The Livingston family's prominence came to an end on 20 September 1449, when James II ordered the arrest of most of its members. The king sent Livingston himself, as the principal member of the family, as an ambassador to England shortly before these arrests. Livingston was in Durham during the king's attack on his family. His two sons, James and Alexander, were arrested and imprisoned in Blackness Castle alongside his cousin, Robert Livingston, and three of his other male relatives. James II quickly removed Livingston loyalists from positions in the royal government. After being tried by the Parliament of Scotland, Livingston's second son and cousin were both executed on 21 January 1450. Livingston's eldest son later managed to escape from royal custody, and fled to the Outer Hebrides.

Livingston was forfeited during the same session of parliament that condemned his relatives to death. It is unlikely that he returned to Scotland after learning of his family's sudden downfall. Livingston was mentioned by James II in June 1450 as having been exiled from Scotland, and he presumably spent the rest of his life in England. Some accounts claim that Livingston did return to Scotland in the last year of his life, but was imprisoned in Dumbarton Castle. Livingston died on an unknown date between July and November 1451.

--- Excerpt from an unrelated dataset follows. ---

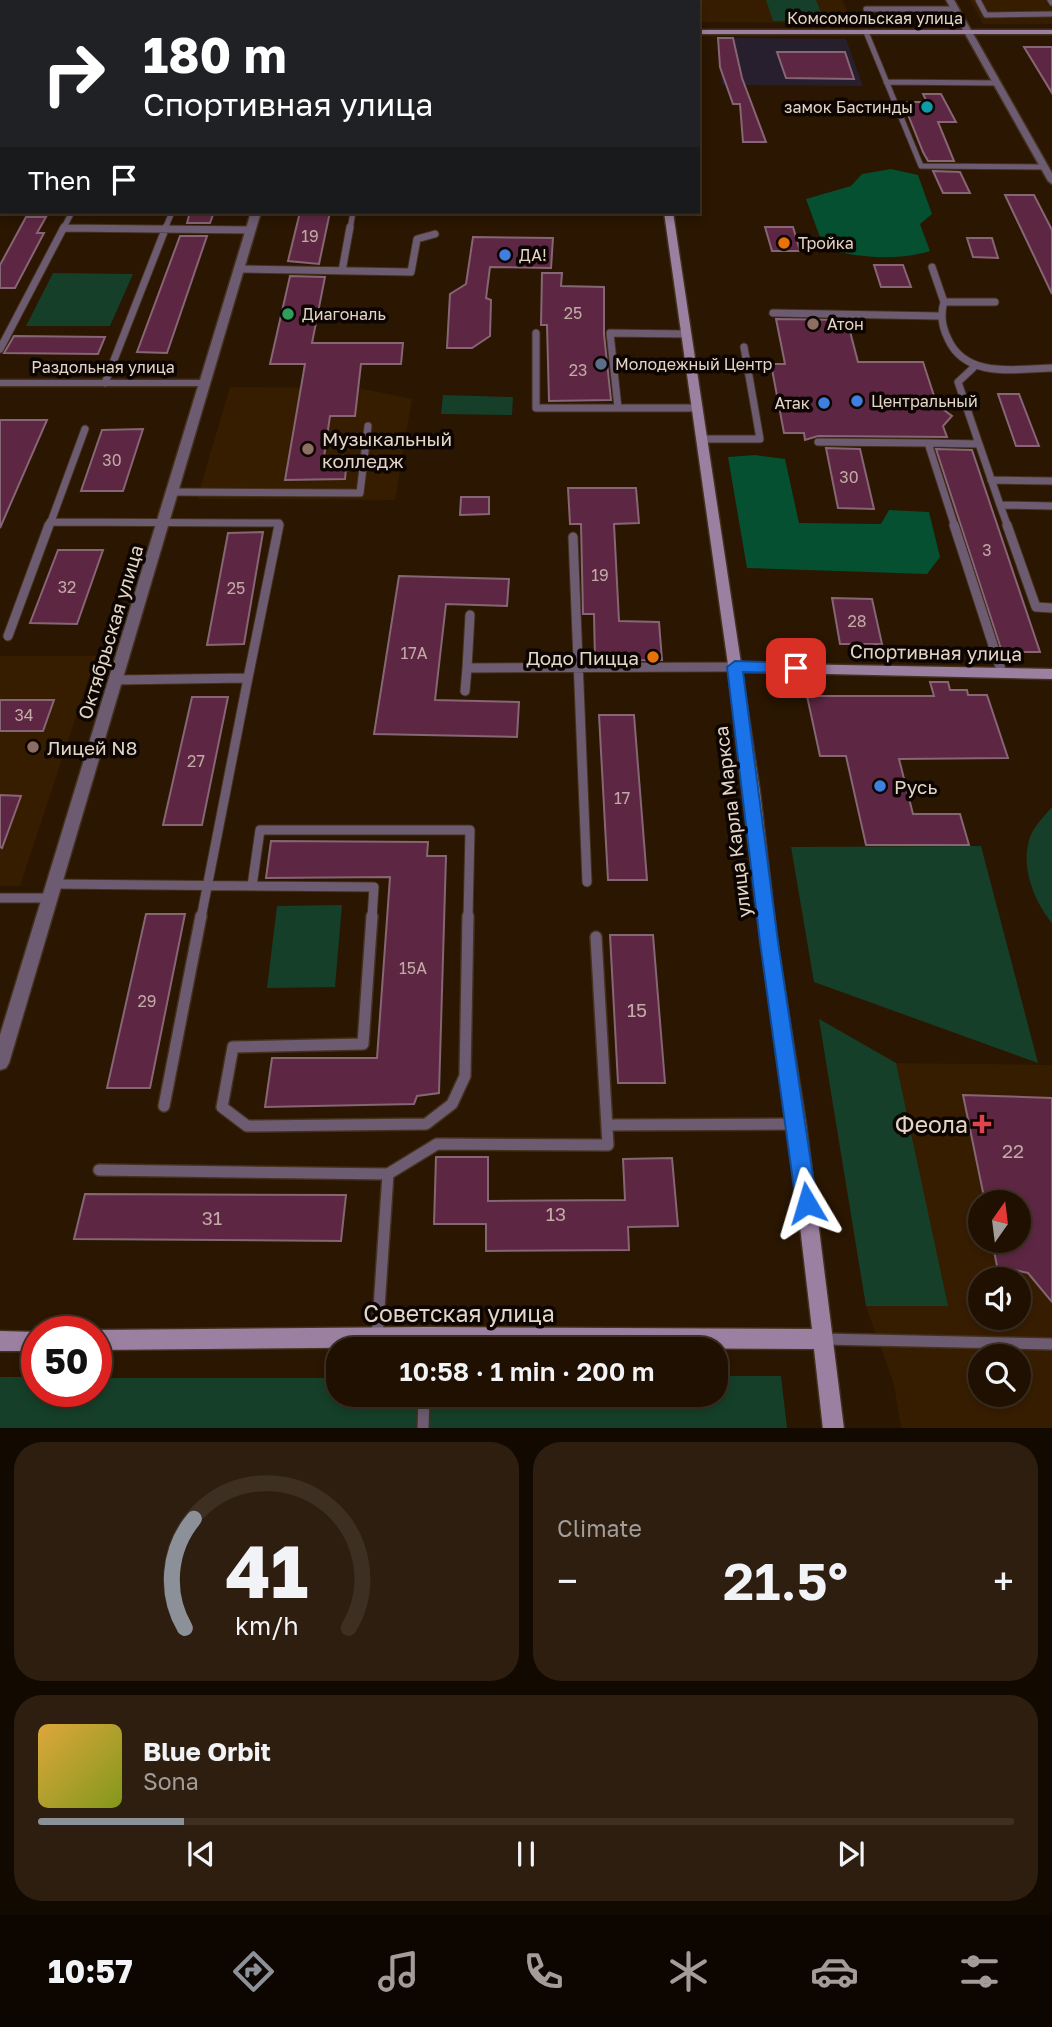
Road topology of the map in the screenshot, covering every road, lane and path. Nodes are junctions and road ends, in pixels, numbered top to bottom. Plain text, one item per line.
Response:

===Posthumous rehabilitation===
Livingston's eldest son, James, who escaped from the king's custody in 1451, was restored to royal favor in 1452. James Livingston's links with John MacDonald, Earl of Ross, forced James II to seek his support amidst a royal conflict with the Douglas family, in which Clan Donald actively opposed the king. The elder Livingston was granted a posthumous pardon by the Parliament of Scotland on 27 August 1452. This pardon cleared the way for James Livingston to return to a career in the king's service. James II reappointed him as Lord High Chamberlain of Scotland in 1454. The partial restoration of the Livingston family was completed in 1455, when James II created James Livingston a Lord of Parliament as Lord Livingston of Callendar.

==Issue==
Livingston married an unnamed daughter of James Dundas of Dundas. As Livingston's eldest daughter was already married by 20 October 1422, his own marriage presumably took place in c. 1400.
This marriage produced at least four children:

- James, 1st Lord Livingston (d. 1467)
- Alexander of Filde (d. 21 January 1450). He served as custodian of Methven Castle.
- Janet, who married James Hamilton of Cadzow.
- Elizabeth, of whom little is known.

==In fiction==
His role in the events of the time is dealt with in Black Douglas by Nigel Tranter. He also has a role in Black Douglas by Samuel Rutherford Crockett.